主诉:皮肤巩膜黄染30天,加重15天 病史: 病人1个月前皮肤巩膜黄染,厌食,恶心,便呈白陶土样。就诊于沈阳某医院,行肝脏MR平扫+增强提示:胆道低位梗阻,梗阻于胰头段,胰头部占位,性质待定.双肾小囊肿.现病人为求进一步诊治,前来我院。病来饮食较差,睡眠可,小便深黄色,陶土样便,体重近期减轻约5公斤。
查体:全身皮肤及巩膜黄染,腹平坦,未见胃肠型及蠕动波,腹壁无静脉曲张,肝脾肋下未触及,未触及包块,全腹软,上腹部轻压痛,无反跳痛或肌紧张,Murphy’s征阴性,肝肾区无叩痛,移动性浊音阴性,肠鸣音4次/分。 辅查: 血清学检查肿瘤标记物CEA略高,CA199 很高,肝功能及离子提示总胆红素191.3umol/L,直接胆红素263.3umol/L,白蛋白正常。 外院腹部CT我院会诊: 2017-02-03 腹部CT(17005890): 肝内胆管、胆总管上段及胰管扩张,胆囊大,胰腺钩突部增大,增强扫描呈弱强化,局部胆总管变窄。子宫明显增大,增强扫描无明显强化。
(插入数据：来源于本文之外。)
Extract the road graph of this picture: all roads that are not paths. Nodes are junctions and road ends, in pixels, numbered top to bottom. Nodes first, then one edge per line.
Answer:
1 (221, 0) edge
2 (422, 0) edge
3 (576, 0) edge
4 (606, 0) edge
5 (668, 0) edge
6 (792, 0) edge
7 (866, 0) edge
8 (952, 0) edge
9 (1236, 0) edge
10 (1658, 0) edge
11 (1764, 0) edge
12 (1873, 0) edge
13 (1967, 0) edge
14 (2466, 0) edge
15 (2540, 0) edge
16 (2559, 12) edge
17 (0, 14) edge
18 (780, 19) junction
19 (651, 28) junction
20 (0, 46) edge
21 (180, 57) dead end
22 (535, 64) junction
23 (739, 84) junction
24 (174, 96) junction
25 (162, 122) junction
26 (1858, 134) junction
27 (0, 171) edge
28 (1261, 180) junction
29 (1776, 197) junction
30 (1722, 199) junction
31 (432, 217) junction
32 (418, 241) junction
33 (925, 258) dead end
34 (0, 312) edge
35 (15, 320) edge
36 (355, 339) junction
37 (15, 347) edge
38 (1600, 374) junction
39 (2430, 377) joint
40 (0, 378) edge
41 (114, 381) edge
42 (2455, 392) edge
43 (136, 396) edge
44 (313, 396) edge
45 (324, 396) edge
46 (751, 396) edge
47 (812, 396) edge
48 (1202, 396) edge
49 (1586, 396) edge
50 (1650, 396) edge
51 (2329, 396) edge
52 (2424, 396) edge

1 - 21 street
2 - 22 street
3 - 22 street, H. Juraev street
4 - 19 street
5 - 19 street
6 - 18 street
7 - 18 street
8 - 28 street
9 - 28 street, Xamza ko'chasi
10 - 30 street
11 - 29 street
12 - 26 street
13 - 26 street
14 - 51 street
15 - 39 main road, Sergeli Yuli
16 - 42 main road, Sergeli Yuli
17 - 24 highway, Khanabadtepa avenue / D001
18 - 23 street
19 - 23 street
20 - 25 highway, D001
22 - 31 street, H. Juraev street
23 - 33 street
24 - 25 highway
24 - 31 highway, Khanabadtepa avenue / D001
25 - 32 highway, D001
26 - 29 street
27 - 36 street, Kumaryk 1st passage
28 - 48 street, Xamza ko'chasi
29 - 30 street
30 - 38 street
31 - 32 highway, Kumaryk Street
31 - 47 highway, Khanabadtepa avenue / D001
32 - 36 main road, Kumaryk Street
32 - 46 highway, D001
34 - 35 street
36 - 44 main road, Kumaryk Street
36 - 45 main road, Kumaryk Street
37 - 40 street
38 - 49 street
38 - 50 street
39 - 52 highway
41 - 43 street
腹膜后无明显肿大淋巴结。 会诊意见会诊意见: 胰腺钩突部占位,胆道低位梗阻?请结合临床。 子宫肌瘤? 外院MR提示胆道低位梗阻,梗阻于胰头段,胰头部占位,性质待定.双肾小囊肿。 EUS进镜至十二指肠见降段溃疡性病变,表面污秽苔,管腔有狭窄。 超声所见:探头置于胃及十二指肠处扫查,见胆总管直径约9mm,其内未见异常回声,至胰腺段截断,主胰管扩张,约4mm,胰头部可见低回声肿块,切面大小约23x20mm,内部回声不均匀,局部与十二指肠部界限不清。 提示胰头部低回声肿块,注意占位并侵及十二指肠
诊断: 梗阻性黄疸 胰头占位 治疗: 全麻下手术探查:肝脏於胆改变,膈面及脏面未及转移结节,腹壁及盆腔未见癌转移,胰头略增大,切开kocher筋膜,游离十二指肠降段,显露胰头后方,触及十二指肠胰头区2.3×2cm质硬肿物,界不清, 胆囊明显增大,约10×4×35cm,胆囊管明显扩张,肝总管、胆总管全程扩张,直径约1.6cm,行胰十二指肠切除术,术后病理证实十二指肠腺癌(中分化),浸润胰腺,CD34,D2-40,S-100见神经脉管侵犯 胰腺、胃、肠、胆管断端未见癌,慢性胆囊炎
术后监测引流液淀粉酶,均在正常范围,提示无胰瘘,术后复查CT, 前腹壁见手术切口影,胃体远端缺失,胃肠吻合口通畅,周围见多发渗出积液影,腹腔内见留置引流管影,肝脏大小、形态正常,肝内密度均匀,未见异常密度影,肝内外胆管无扩张。肝周见少量液性密度影。胆囊未见确切显示。胰腺残端密度未见异常;脾不大。 双侧肾上腺形态良好。双肾大小及形态正常,未见异常密度影,双侧输尿管形态密度未见异常。 膀胱充盈尚可,壁不厚,膀胱内未见异常密度影。子宫前壁见稍高密度结节影,直径约3.2cm,双侧附件区未见确切异常。 所扫肠道管壁未见确切增厚。 所扫双侧胸腔见液性密度影,邻近肺组织膨胀不良。术后无腹腔感染或胃瘫发生,术后1周拔除腹腔引流管,术后15天顺利出院。该患诊断梗阻性黄疸无疑,关于病变部位,尽管术前多家医院CT,MR及EUS指向胰头,但最终细胞学检查明确肿瘤来源于十二指肠,侵及胰腺,我把病理图像发过来了,希望病理医生发表意见。该患术后未发生胰瘘,可能与胰管扩张有关,关于胰腺吻合方式,目前公认不管是胰胃吻合还是胰肠吻合,临床相关胰瘘的发生率没有实质性差异,还有就是处于职业生涯早期的外科医师,持续采用某一种标准化的技术是减少胰瘘发生率的可能的解决方案。但在大手术量的中心,富有经验的外科医师应该能在不同的情境下采用不同的方法完成吻合,而且术后胰瘘发生率较低。我们在处理胰肠吻合时,会根据胰管的不同直径选择不同的吻合方式。